The long journey

I have spoken to a few of the wise ones
who journey after God.

They speak often of the length of the journey;
of its perils and subtle trials;
of their longing, and deep ardor.

So many, it seems, are on their way;
so few, it seems, are arriving.

Perhaps the problem here
is that they sought what they sought;
for what man can discover God?

Perhaps the answer lies, instead,
in seeking what He seeks...

If a child wants truly to learn of
the world of his father,
he must put away childhood
and become a parent.

But in doing so,
though he learn the lessons of fatherhood
it is no longer the child who knows it.

There is no way for one world, so apart,
to become another.

So too, a man who would find God
must leave himself to begin that journey.
Yet it would no longer be him, when he arrives.
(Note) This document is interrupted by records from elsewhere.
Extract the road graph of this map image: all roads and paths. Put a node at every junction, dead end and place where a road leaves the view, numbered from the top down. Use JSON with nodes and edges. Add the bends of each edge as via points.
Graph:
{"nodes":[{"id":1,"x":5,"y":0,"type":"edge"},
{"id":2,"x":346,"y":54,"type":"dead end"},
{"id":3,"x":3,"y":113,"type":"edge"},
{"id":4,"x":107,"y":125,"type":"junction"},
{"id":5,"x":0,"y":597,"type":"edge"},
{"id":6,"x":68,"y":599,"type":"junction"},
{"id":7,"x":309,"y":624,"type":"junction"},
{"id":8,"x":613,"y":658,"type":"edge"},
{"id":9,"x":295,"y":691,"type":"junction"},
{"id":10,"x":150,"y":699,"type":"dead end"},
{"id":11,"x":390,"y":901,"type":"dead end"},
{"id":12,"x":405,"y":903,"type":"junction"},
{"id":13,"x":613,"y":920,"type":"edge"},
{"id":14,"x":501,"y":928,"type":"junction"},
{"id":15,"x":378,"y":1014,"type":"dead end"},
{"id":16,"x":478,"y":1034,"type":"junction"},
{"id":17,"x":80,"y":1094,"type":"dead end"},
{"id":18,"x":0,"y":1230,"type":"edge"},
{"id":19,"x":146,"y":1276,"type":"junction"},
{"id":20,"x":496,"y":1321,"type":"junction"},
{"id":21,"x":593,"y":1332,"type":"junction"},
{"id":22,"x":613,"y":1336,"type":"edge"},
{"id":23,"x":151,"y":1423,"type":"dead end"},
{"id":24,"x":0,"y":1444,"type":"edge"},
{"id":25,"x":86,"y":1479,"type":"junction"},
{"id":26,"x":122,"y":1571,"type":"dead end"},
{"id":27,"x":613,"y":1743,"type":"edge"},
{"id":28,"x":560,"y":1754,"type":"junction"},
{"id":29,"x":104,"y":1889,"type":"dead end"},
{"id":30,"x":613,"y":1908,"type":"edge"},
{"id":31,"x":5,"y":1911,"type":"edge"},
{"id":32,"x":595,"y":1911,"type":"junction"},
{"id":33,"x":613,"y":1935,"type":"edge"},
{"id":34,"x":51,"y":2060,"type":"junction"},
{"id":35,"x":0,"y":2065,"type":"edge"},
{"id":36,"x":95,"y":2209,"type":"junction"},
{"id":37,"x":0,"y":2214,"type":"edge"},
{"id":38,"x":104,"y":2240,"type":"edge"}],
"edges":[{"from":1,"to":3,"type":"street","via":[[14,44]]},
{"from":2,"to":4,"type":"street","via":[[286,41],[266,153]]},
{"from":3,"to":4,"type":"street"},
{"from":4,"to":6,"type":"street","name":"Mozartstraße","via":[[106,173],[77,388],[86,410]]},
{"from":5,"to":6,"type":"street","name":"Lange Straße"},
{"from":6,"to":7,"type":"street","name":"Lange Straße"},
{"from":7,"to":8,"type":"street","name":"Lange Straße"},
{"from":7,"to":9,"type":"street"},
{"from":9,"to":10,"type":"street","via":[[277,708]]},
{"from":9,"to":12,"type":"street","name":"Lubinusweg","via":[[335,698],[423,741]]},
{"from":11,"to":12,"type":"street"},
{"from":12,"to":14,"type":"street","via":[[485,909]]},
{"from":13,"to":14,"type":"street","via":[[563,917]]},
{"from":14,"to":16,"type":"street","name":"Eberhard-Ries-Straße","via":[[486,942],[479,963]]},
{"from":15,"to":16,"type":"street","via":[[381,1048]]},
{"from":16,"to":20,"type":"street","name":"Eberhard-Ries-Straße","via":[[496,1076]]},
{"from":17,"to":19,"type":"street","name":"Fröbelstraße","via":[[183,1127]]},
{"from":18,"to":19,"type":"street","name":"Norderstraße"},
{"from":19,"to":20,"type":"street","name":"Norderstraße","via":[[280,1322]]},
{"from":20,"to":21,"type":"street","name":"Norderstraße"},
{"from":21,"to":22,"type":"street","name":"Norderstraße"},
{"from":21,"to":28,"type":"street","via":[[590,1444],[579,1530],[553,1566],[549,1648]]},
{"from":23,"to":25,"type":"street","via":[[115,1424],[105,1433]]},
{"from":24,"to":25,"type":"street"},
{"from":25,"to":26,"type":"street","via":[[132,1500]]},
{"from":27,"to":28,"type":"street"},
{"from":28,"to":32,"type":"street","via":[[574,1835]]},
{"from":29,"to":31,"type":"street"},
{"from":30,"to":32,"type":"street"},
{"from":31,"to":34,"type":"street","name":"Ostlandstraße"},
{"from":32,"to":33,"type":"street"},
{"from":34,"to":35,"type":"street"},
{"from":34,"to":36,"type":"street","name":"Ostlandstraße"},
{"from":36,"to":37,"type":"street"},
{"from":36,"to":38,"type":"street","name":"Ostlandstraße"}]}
Does a parent long for the child
to leave his own state
and join him in his?

Or would he rather be a parent
spending time with his young ones...

In truth, he wants what all fathers
wish for their children:
that which best suits the child.

One world, looking over the other,
fulfilling itself
by wishing the fulfillment of the other.

I think all this journeying of the wise
is to a place with no reality:
like a seed wanting to know the Tree
who ceases to be in that knowledge.

Such a thing *is* a long, impossible journey
for the seed.

Perhaps it were better
if we sought what seeds should know:
and in this Way,
learn the mysteries of growth...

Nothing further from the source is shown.